The main limitation of our study was that we categorized participants into goitrous and non-goitrous groups by inspection and palpation. It has been stated that, in areas of mild-to-moderate IDD, the sensitivity and specifity of palpation are poor (30
). Classification of children into different goitre groups would have been more accurate, had we used thyroid ultrasonography instead of inspection and palpation. The evaluation of body iron status in our study was based only on the SF level. It would have been better to use other iron status parameters, such as serum iron, total iron-binding capacity, serum-soluble transferrin receptor, or transferrin concentration besides SF level. Lack of any statistically significant difference between SF levels in goitrous and non-goitrous school children could be attributed to the small sample size which is another limitation of the present study.

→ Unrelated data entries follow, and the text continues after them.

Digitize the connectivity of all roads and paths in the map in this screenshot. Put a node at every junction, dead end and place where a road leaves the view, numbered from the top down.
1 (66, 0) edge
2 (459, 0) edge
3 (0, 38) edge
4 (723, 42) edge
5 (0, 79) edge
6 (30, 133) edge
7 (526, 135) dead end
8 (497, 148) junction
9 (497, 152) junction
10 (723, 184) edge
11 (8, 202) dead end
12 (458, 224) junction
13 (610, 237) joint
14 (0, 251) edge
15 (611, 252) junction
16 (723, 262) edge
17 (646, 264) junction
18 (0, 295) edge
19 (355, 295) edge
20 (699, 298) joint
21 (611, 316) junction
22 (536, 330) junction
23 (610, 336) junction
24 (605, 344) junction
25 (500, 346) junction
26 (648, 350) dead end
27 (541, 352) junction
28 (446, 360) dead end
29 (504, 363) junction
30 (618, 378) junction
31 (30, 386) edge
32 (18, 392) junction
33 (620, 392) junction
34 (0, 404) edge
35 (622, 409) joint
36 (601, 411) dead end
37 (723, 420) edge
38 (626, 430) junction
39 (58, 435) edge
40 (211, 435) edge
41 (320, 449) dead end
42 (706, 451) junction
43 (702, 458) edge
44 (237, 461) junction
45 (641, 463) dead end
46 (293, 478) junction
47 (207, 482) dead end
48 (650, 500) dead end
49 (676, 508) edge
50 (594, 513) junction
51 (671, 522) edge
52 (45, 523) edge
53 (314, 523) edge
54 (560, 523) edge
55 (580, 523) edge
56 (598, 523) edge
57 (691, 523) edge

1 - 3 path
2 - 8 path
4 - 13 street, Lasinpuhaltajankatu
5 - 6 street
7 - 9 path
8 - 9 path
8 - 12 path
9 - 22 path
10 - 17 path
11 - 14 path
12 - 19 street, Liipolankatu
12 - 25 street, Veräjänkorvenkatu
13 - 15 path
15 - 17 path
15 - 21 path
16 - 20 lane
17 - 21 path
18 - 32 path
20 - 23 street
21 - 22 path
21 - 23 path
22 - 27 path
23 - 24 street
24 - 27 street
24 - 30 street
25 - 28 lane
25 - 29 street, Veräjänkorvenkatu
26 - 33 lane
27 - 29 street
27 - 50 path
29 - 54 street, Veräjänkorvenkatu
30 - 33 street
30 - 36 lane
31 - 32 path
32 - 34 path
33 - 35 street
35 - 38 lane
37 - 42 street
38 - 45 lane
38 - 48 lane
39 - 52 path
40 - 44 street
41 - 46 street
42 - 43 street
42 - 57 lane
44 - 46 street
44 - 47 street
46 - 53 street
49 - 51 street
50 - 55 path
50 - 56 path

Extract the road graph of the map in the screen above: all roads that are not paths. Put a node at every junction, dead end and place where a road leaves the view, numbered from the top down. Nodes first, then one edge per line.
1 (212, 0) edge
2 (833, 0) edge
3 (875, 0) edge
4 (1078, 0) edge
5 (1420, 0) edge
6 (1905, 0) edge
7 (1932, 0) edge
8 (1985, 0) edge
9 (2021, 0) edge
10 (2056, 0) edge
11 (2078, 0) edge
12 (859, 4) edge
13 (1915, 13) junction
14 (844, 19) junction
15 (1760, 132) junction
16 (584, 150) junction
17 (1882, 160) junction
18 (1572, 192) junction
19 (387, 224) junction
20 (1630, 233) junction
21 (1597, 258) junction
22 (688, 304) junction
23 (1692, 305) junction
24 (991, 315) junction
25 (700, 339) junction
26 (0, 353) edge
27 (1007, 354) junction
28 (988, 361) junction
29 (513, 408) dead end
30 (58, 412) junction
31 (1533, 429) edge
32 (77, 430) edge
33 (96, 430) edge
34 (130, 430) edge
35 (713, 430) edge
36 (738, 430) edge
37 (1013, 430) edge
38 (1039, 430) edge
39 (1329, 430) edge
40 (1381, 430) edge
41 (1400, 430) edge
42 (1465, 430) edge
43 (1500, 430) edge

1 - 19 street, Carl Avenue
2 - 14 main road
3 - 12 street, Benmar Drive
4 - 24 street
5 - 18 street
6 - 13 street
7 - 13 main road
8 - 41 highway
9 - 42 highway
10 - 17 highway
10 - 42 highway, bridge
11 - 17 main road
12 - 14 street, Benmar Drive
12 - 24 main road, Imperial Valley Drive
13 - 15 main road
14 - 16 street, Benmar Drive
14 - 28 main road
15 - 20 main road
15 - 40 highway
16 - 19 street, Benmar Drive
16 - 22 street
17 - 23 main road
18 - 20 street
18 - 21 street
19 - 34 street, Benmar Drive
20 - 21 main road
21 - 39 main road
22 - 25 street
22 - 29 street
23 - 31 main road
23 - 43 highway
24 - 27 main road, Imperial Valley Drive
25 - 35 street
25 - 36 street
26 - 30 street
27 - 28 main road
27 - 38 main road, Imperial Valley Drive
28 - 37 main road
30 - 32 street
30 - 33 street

SF can be falsely elevated during an infection. This can be adjusted with serum C-reactive protein (CRP) levels, a marker of infection. Although we did not measure CRP, the study children were free of any clinical infection when blood sampling was done.
We have shown that goitre is still a public-health problem in Isfahan. Iron deficiency is associated with goitre only in a small proportion of goitrous children, and these children may benefit from iron supplementation. Other factors, such as goitrogens or autoimmunity, may have a role in the still high prevalence of goitre in school children of Isfahan.